The batteries are scaled to support up to 48kW per rack. It was “co-developed with a major service provider in the US,” he says. “We have thousands of these in their data centers today.”

He won’t name the customer, but with its background, OmniOn appears to work mostly for telecoms-heritage firms.

Are Microsoft and AWS doing it?

Hyperscalers have also spoken about putting batteries in their racks - but DCD is not convinced they are doing it to any great extent.

In 2015, Microsoft announced it was using a “distributed UPS” - lithium-ion batteries inside racks instead of a large battery room. In 2020, AWS showed a similar approach in a keynote speech in 2020, claiming that distributed battery backup removed the reliability issue of powering a data center from a single large battery room.

AWS engineer and evangelist Peter DeSantis described this as a “micro-UPS” in each rack. “Now the batteries can also be removed and replaced in seconds rather than hours. And you can do this without turning off the system.”

It’s not clear how far these ideas have been implemented in production systems. Microsoft contributed its distributed UPS to the Open Compute Project (OCP) as a Local Energy Storage (LES) specification, but neither Microsoft nor OCP has said anything in public about the idea since.

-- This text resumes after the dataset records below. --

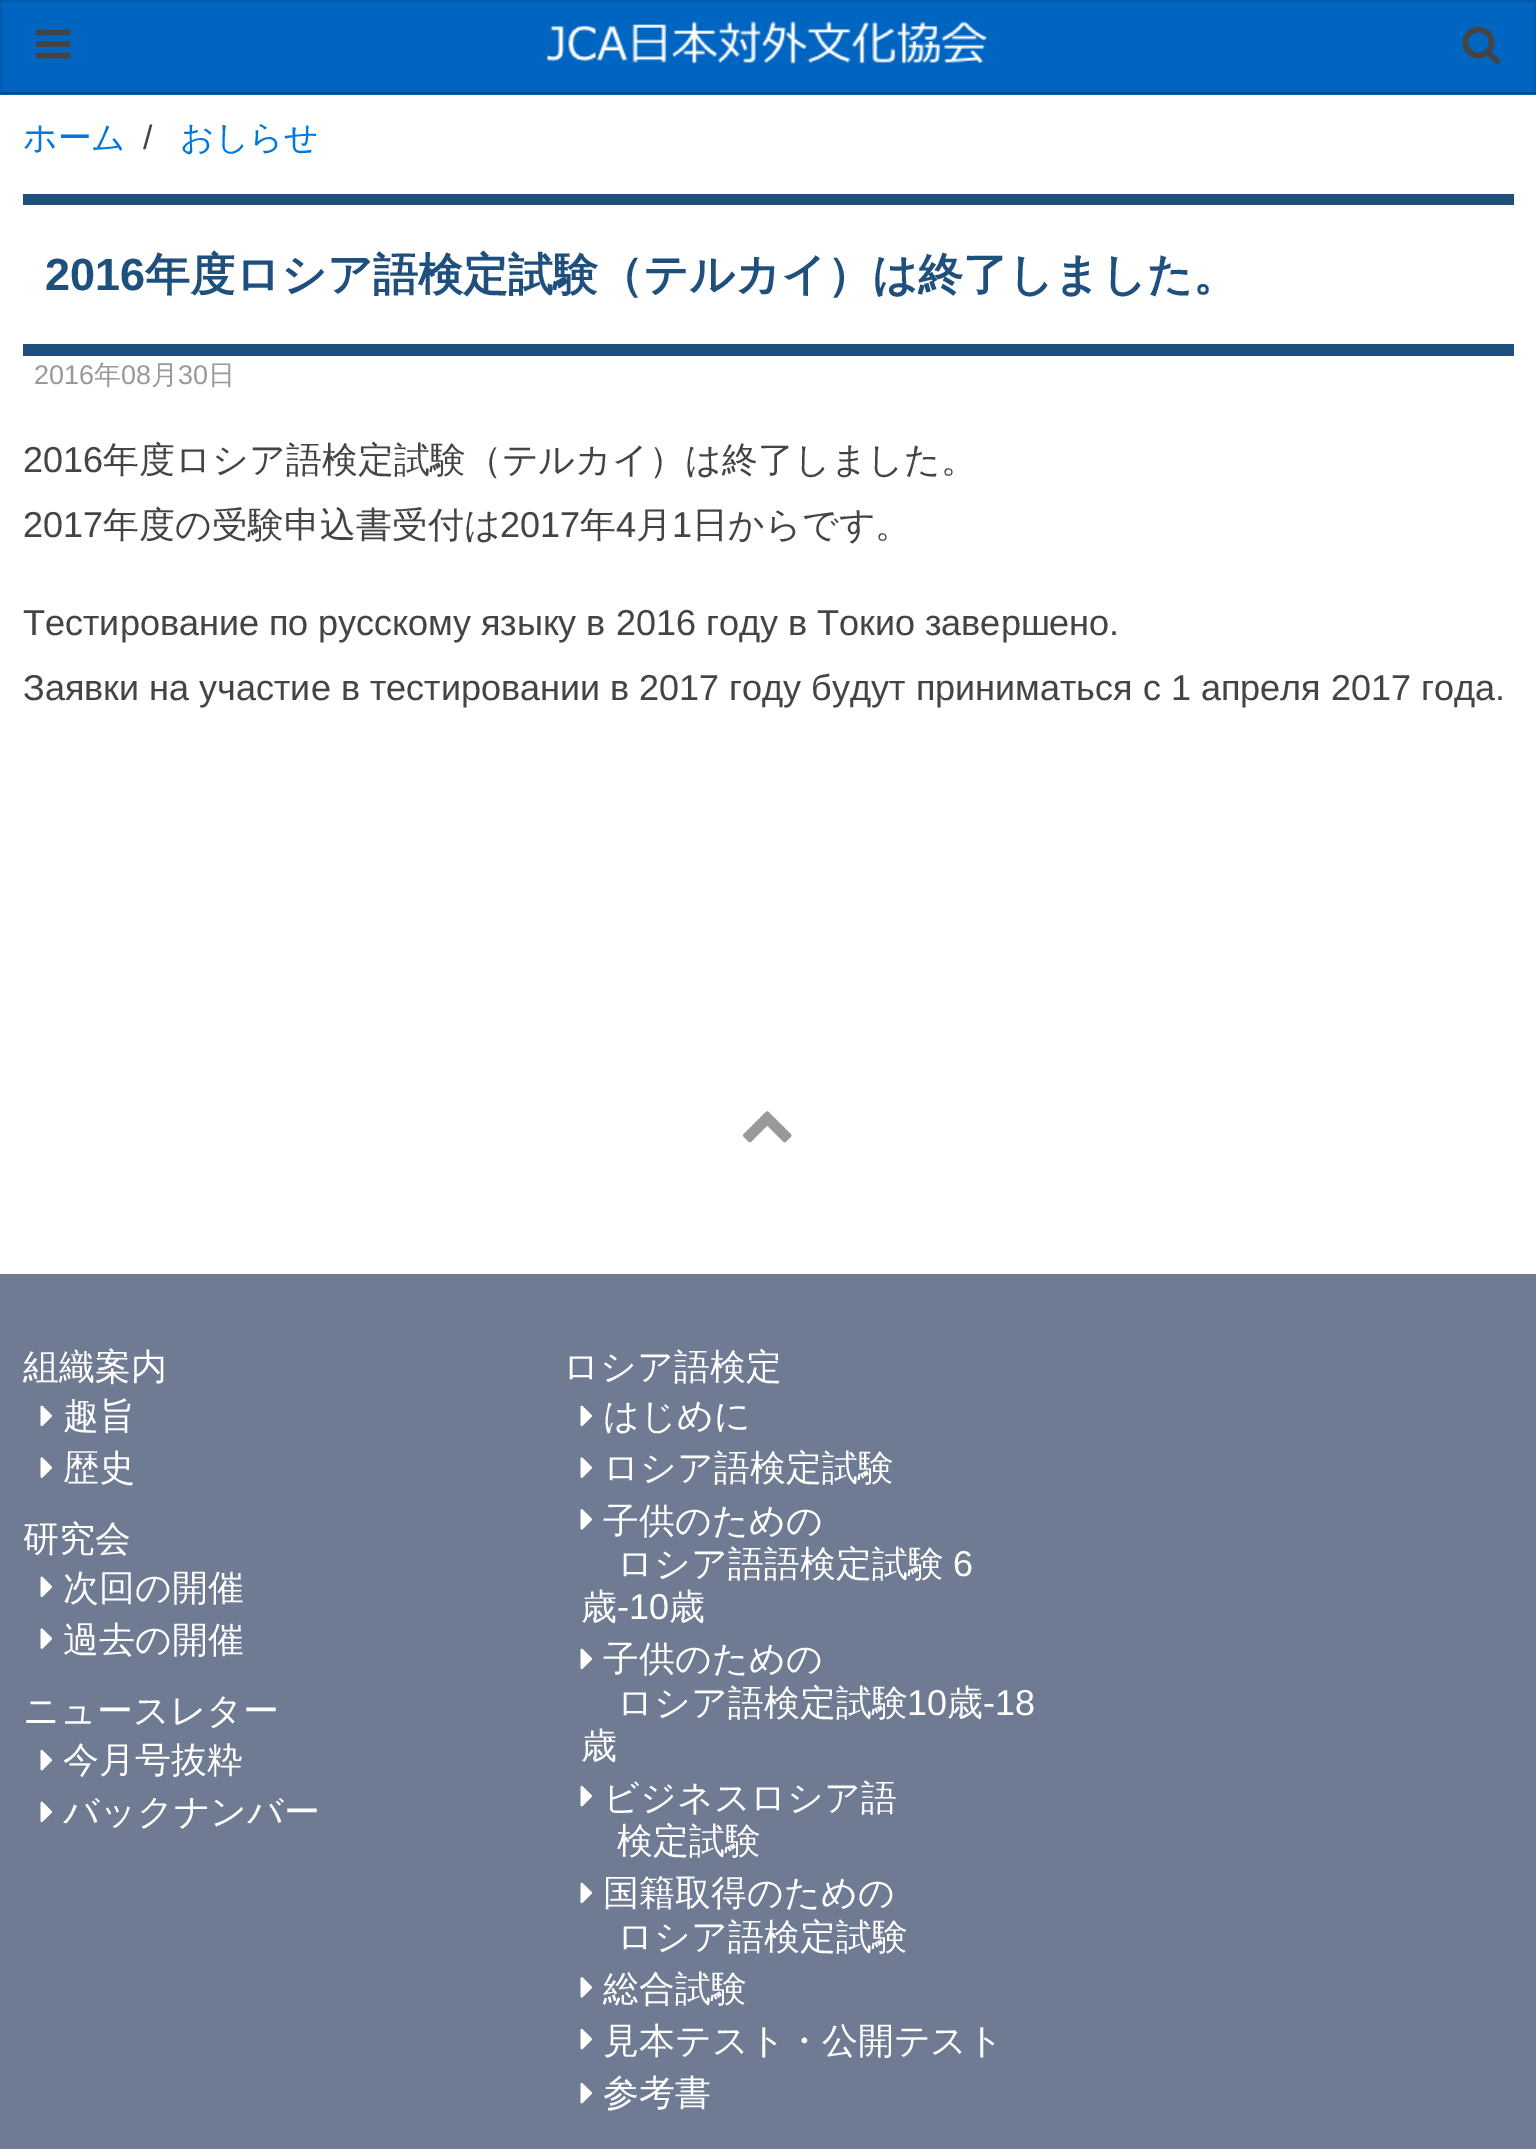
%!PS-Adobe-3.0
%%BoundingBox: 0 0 1536 2149
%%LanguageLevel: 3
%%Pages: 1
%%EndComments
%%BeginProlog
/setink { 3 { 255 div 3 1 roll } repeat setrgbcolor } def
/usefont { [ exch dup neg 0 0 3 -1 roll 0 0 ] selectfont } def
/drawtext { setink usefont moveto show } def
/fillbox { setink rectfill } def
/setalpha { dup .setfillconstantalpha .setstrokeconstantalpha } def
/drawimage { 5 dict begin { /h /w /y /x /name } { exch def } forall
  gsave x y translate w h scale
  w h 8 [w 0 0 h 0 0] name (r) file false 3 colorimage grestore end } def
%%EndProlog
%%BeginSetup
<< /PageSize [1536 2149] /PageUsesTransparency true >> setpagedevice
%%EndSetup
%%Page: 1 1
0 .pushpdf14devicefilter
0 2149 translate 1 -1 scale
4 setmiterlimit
0 0 1536 2149 255 255 255 fillbox
0 0 1536 95 0 101 192 fillbox
0 91 173 setink
0 0 moveto 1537 0 lineto 1534 2 lineto 2 2 lineto closepath fill
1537 0 moveto 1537 94 lineto 1534 92 lineto 1534 2 lineto closepath fill
0.3 setalpha
0 0 0 setink
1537 94 moveto 0 94 lineto 2 92 lineto 1534 92 lineto closepath fill
0.1 setalpha
0 94 moveto 0 0 lineto 2 2 lineto 2 92 lineto closepath fill
1 setalpha
(assets/img1.rgb) 36 29 35 30 drawimage
(assets/img2.rgb) 547 21 440 43 drawimage
(assets/img3.rgb) 1462 26 39 39 drawimage
(ホーム) 23 149 /WenQuanYiZenHei-Medium 33.75 0 119 221 drawtext
(/) 143 149 /LiberationSans-Regular 33.75 68 68 68 drawtext
(おしらせ) 180 149 /WenQuanYiZenHei-Medium 33.75 0 119 221 drawtext
23 194 1491 11 31 80 125 fillbox
23 344 1491 12 31 80 125 fillbox
(2016) 45 290 /LiberationSans-Bold 45 31 80 125 drawtext
(年度ロシア語検定試験（テルカイ）は終了しました。) 145 290 /WenQuanYiZenHei-Bold 45 31 80 125 drawtext
(2016) 34 384 /LiberationSans-Regular 27 153 153 153 drawtext
(年) 94 384 /WenQuanYiZenHei-Medium 27 153 153 153 drawtext
(08) 121 384 /LiberationSans-Regular 27 153 153 153 drawtext
(月) 151 384 /WenQuanYiZenHei-Medium 27 153 153 153 drawtext
(30) 178 384 /LiberationSans-Regular 27 153 153 153 drawtext
(日) 208 384 /WenQuanYiZenHei-Medium 27 153 153 153 drawtext
(2016) 23 472 /LiberationSans-Regular 36 68 68 68 drawtext
(年度ロシア語検定試験（テルカイ）は終了しました。) 103 472 /WenQuanYiZenHei-Medium 36 68 68 68 drawtext
(2017) 23 537 /LiberationSans-Regular 36 68 68 68 drawtext
(年度の受験申込書受付は) 103 537 /WenQuanYiZenHei-Medium 36 68 68 68 drawtext
(2017) 500 537 /LiberationSans-Regular 36 68 68 68 drawtext
(年) 580 537 /WenQuanYiZenHei-Medium 36 68 68 68 drawtext
(4) 616 537 /LiberationSans-Regular 36 68 68 68 drawtext
(月) 636 537 /WenQuanYiZenHei-Medium 36 68 68 68 drawtext
(1) 672 537 /LiberationSans-Regular 36 68 68 68 drawtext
(日からです。) 692 537 /WenQuanYiZenHei-Medium 36 68 68 68 drawtext
(Тестирование по русскому языку в 2016 году в Токио завершено.) 23 635 /LiberationSans-Regular 36 68 68 68 drawtext
(Заявки на участие в тестировании в 2017 году будут приниматься с 1 апреля 2017 года.) 23 700 /LiberationSans-Regular 36 68 68 68 drawtext
(assets/img4.rgb) 743 1111 49 32 drawimage
0 1274 1536 875 110 123 147 fillbox
(組織案内) 23 1379 /WenQuanYiZenHei-Medium 36 255 255 255 drawtext
(assets/img5.rgb) 40 1405 12 22 drawimage
(趣旨) 63 1428 /WenQuanYiZenHei-Medium 36 255 255 255 drawtext
(assets/img6.rgb) 40 1457 12 21 drawimage
(歴史) 63 1480 /WenQuanYiZenHei-Medium 36 255 255 255 drawtext
(研究会) 23 1551 /WenQuanYiZenHei-Medium 36 255 255 255 drawtext
(assets/img5.rgb) 40 1576 12 22 drawimage
(次回の開催) 63 1600 /WenQuanYiZenHei-Medium 36 255 255 255 drawtext
(assets/img6.rgb) 40 1628 12 21 drawimage
(過去の開催) 63 1652 /WenQuanYiZenHei-Medium 36 255 255 255 drawtext
(ニュースレター) 23 1723 /WenQuanYiZenHei-Medium 36 255 255 255 drawtext
(assets/img7.rgb) 40 1749 12 22 drawimage
(今月号抜粋) 63 1772 /WenQuanYiZenHei-Medium 36 255 255 255 drawtext
(assets/img5.rgb) 40 1801 12 22 drawimage
(バックナンバー) 63 1824 /WenQuanYiZenHei-Medium 36 255 255 255 drawtext
(ロシア語検定) 563 1379 /WenQuanYiZenHei-Medium 36 255 255 255 drawtext
(assets/img5.rgb) 580 1405 12 22 drawimage
(はじめに) 603 1428 /WenQuanYiZenHei-Medium 36 255 255 255 drawtext
(assets/img6.rgb) 580 1457 12 21 drawimage
(ロシア語検定試験) 603 1480 /WenQuanYiZenHei-Medium 36 255 255 255 drawtext
(assets/img8.rgb) 580 1509 12 21 drawimage
(子供のための) 603 1533 /WenQuanYiZenHei-Medium 36 255 255 255 drawtext
(ロシア語語検定試験) 617 1576 /WenQuanYiZenHei-Medium 36 255 255 255 drawtext
(6) 953 1576 /LiberationSans-Regular 36 255 255 255 drawtext
(歳) 581 1619 /WenQuanYiZenHei-Medium 36 255 255 255 drawtext
(-10) 617 1619 /LiberationSans-Regular 36 255 255 255 drawtext
(歳) 669 1619 /WenQuanYiZenHei-Medium 36 255 255 255 drawtext
(assets/img5.rgb) 580 1648 12 22 drawimage
(子供のための) 603 1671 /WenQuanYiZenHei-Medium 36 255 255 255 drawtext
(ロシア語検定試験) 617 1715 /WenQuanYiZenHei-Medium 36 255 255 255 drawtext
(10) 907 1715 /LiberationSans-Regular 36 255 255 255 drawtext
(歳) 947 1715 /WenQuanYiZenHei-Medium 36 255 255 255 drawtext
(-18) 983 1715 /LiberationSans-Regular 36 255 255 255 drawtext
(歳) 581 1758 /WenQuanYiZenHei-Medium 36 255 255 255 drawtext
(assets/img7.rgb) 580 1785 12 22 drawimage
(ビジネスロシア語) 603 1810 /WenQuanYiZenHei-Medium 36 255 255 255 drawtext
(検定試験) 617 1853 /WenQuanYiZenHei-Medium 36 255 255 255 drawtext
(assets/img5.rgb) 580 1882 12 22 drawimage
(国籍取得のための) 603 1905 /WenQuanYiZenHei-Medium 36 255 255 255 drawtext
(ロシア語検定試験) 617 1949 /WenQuanYiZenHei-Medium 36 255 255 255 drawtext
(assets/img8.rgb) 580 1977 12 21 drawimage
(総合試験) 603 2001 /WenQuanYiZenHei-Medium 36 255 255 255 drawtext
(assets/img7.rgb) 580 2028 12 22 drawimage
(見本テスト・公開テスト) 603 2053 /WenQuanYiZenHei-Medium 36 255 255 255 drawtext
(assets/img7.rgb) 580 2082 12 22 drawimage
(参考書) 603 2105 /WenQuanYiZenHei-Medium 36 255 255 255 drawtext
.poppdf14devicefilter showpage
%%EOF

Microsoft’s data centers clearly still have large battery rooms, based on recent announcements, such as its plans to share battery energy with the grid in Ireland.

Amazon returned to its micro-UPS statement in its 2022 sustainability report which said its data centers no longer have a central UPS: “In AWS, the team spent considerable resource innovating on power efficiency, removing the central Uninterruptible Power Supply from our data center design, integrating power supplies into our racks.”

DCD has not been able to confirm with AWS whether this quote is in fact “aspirational” or if the company has actually stopped buying UPSs.